I'm wondering about the fact, that PCI architecture is hierarchical. Therefore, even if I have two PCIx4 slots, it's possible that I will not be able to fully utilize it, because the slots will connect in one node, which can have bandwidth insufficient to handle 2x PCIex4.
The background for my question is: I'm trying to utilize eight PCIe 1GBit interfaces. I have two cards packed with 2 ports, and one card packed with 4 ports. I'm able to get the maximum on 4 NIC interfaces. After activating 5th port, the performance slightly drops on each five interfaces. The same after activating 6th, 7th and 8ht interface.
Main question is: How to obtain PCIe structure on a machine, "draw" it, see it's nodes and connections, and deduce weakest node in that tree?

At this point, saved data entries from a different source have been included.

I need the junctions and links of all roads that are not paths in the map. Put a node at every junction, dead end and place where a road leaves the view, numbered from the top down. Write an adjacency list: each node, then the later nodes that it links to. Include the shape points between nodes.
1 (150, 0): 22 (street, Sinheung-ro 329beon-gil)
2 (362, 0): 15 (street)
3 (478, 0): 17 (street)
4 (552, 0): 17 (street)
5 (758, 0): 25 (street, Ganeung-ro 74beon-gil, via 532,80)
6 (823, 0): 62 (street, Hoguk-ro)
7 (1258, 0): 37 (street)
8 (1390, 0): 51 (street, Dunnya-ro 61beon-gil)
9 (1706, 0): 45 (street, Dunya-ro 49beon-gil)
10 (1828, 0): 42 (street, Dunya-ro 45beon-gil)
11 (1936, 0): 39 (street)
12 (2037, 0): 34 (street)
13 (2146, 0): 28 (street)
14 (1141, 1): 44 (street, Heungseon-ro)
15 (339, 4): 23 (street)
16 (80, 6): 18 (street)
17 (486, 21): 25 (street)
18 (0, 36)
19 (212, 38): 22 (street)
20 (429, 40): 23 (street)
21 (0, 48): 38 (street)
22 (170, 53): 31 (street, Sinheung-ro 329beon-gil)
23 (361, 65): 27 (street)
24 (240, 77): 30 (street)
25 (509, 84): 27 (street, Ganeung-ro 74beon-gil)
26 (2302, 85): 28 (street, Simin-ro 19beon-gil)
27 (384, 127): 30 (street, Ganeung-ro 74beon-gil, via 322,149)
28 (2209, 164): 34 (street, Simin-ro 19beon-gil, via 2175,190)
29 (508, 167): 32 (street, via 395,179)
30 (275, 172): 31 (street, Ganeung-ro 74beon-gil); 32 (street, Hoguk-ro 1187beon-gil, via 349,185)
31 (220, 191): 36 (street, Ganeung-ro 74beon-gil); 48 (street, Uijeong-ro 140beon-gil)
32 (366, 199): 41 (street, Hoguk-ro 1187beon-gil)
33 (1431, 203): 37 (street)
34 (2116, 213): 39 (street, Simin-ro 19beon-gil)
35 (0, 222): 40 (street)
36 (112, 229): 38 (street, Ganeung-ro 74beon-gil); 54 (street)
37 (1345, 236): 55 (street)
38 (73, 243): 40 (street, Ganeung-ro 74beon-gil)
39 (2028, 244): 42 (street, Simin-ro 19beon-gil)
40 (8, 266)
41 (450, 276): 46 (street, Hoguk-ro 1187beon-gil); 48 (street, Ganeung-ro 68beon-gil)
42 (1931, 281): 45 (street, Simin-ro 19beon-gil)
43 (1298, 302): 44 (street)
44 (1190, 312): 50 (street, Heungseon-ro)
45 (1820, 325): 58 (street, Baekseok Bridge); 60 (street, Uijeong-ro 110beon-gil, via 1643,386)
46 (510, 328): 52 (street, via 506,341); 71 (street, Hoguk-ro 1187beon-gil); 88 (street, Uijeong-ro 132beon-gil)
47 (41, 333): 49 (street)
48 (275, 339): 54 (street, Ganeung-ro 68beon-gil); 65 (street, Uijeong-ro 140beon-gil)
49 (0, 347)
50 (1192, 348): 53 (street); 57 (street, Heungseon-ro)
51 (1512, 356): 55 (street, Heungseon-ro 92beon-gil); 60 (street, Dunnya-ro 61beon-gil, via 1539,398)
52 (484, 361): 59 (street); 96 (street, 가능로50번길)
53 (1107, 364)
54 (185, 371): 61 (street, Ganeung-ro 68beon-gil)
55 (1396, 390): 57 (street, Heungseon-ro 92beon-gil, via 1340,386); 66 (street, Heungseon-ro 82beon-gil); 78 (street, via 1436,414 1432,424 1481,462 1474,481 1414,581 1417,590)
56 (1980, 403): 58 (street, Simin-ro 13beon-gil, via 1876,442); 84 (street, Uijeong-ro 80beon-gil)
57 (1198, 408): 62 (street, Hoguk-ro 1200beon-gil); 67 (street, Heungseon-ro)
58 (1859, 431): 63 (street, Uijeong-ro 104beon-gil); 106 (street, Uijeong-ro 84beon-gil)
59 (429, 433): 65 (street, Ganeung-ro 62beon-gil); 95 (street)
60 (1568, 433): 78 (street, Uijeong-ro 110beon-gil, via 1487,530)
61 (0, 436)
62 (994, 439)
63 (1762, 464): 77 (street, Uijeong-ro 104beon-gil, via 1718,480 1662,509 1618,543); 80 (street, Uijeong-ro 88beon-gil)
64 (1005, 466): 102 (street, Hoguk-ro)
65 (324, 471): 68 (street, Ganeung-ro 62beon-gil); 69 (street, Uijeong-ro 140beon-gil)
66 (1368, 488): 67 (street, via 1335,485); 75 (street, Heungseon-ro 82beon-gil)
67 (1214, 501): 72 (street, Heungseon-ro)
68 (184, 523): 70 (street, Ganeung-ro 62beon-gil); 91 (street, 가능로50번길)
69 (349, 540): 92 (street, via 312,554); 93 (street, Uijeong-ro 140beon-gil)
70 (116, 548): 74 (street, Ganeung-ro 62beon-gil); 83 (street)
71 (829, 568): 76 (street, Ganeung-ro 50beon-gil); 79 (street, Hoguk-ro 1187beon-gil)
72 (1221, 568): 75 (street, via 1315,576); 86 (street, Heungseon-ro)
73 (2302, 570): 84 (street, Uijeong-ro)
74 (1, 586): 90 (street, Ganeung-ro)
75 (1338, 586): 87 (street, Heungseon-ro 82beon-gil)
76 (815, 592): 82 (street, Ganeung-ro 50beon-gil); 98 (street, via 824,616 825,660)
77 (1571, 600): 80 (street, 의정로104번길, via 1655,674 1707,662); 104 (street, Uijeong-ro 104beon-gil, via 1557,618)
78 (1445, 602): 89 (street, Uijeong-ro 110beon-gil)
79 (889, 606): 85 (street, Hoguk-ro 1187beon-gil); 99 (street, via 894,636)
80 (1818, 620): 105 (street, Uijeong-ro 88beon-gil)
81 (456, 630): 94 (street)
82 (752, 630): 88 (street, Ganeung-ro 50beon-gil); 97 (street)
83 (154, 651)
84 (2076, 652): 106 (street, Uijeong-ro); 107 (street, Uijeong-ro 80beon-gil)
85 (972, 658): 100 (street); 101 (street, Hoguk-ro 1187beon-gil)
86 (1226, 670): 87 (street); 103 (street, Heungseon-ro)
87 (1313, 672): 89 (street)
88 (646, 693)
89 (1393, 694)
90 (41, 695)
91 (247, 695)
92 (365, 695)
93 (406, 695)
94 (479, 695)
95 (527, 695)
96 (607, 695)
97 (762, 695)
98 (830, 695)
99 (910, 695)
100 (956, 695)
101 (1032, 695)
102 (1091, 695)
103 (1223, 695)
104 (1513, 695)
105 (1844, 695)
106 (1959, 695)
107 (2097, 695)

Each PCIe (v1) lane should comfortably handle 2 x 1Gbe links.
At this point DDR2 can comfortably handle the data rate of 10Gbe.
In general the PCIe layout of a machine is dictated by the chipset, and if you can find a diagram from Intel or whoever you should be able to work out where any bottlenecks are.
For example:
If you're running a Unix-like operating system, the probe messages a boot time will often enumerate everything on the PCI bus, and give you an indication of how it is arranged. Linux systems have an
lspci
command that will do the same.If you need more bandwidth on your bus, you may want to look into getting a Supermicro server with UIO slots. Using an AOC-UG-14 would let you keep at least one 4-port gigabit Ethernet card off of the PCI bus. 2U hosts can have two UIO slots, plus I believe three additional PCI slots, which might well allow you to build a machine with 12 GigE ports working at full performance.
It's not just PCI architecture that is involved here, but your FSB, memory bandwidth, and internal bandwidth across all chipsets. Take note of Wazoox's comment - even fairly recent Xeon platforms performed badly at high line rates.
From reading your other comments I understand that you're doing packet generation in software, and pushing this out via your gige nics. If you're not sensible about how you're generating the data, you could well be saturating your memory bandwidth. DDR2 will handle 10Gb, bit if you're doing multiple copies in memory while generating the packets, you're actually doing a lot more internal traffic.
Also, if all 8 cores are pegged, then you aren't keeping up on any of them. Whether it's interrupt loading or poor code paths in your packet generation process, something is getting in your way. I'd suggest resolving this issue first. Profile your code and find out if there's anything obvious taking most of your time.
If that doesn't help, and depending on your usage requirements, you could consider some real network processing/capture/transmit cards, such as Endace's DAG cards (I'd suggest the DAG 7.5 G2/G4 for PCI-e). These aren't interrupt driven, so there is no added processing load due to interrupts. They aren't network cards as such, so you'll have to construct the entire packet and payload and handle layer2 as well , but that isn't that expensive.
Disclaimer: I work for Endace.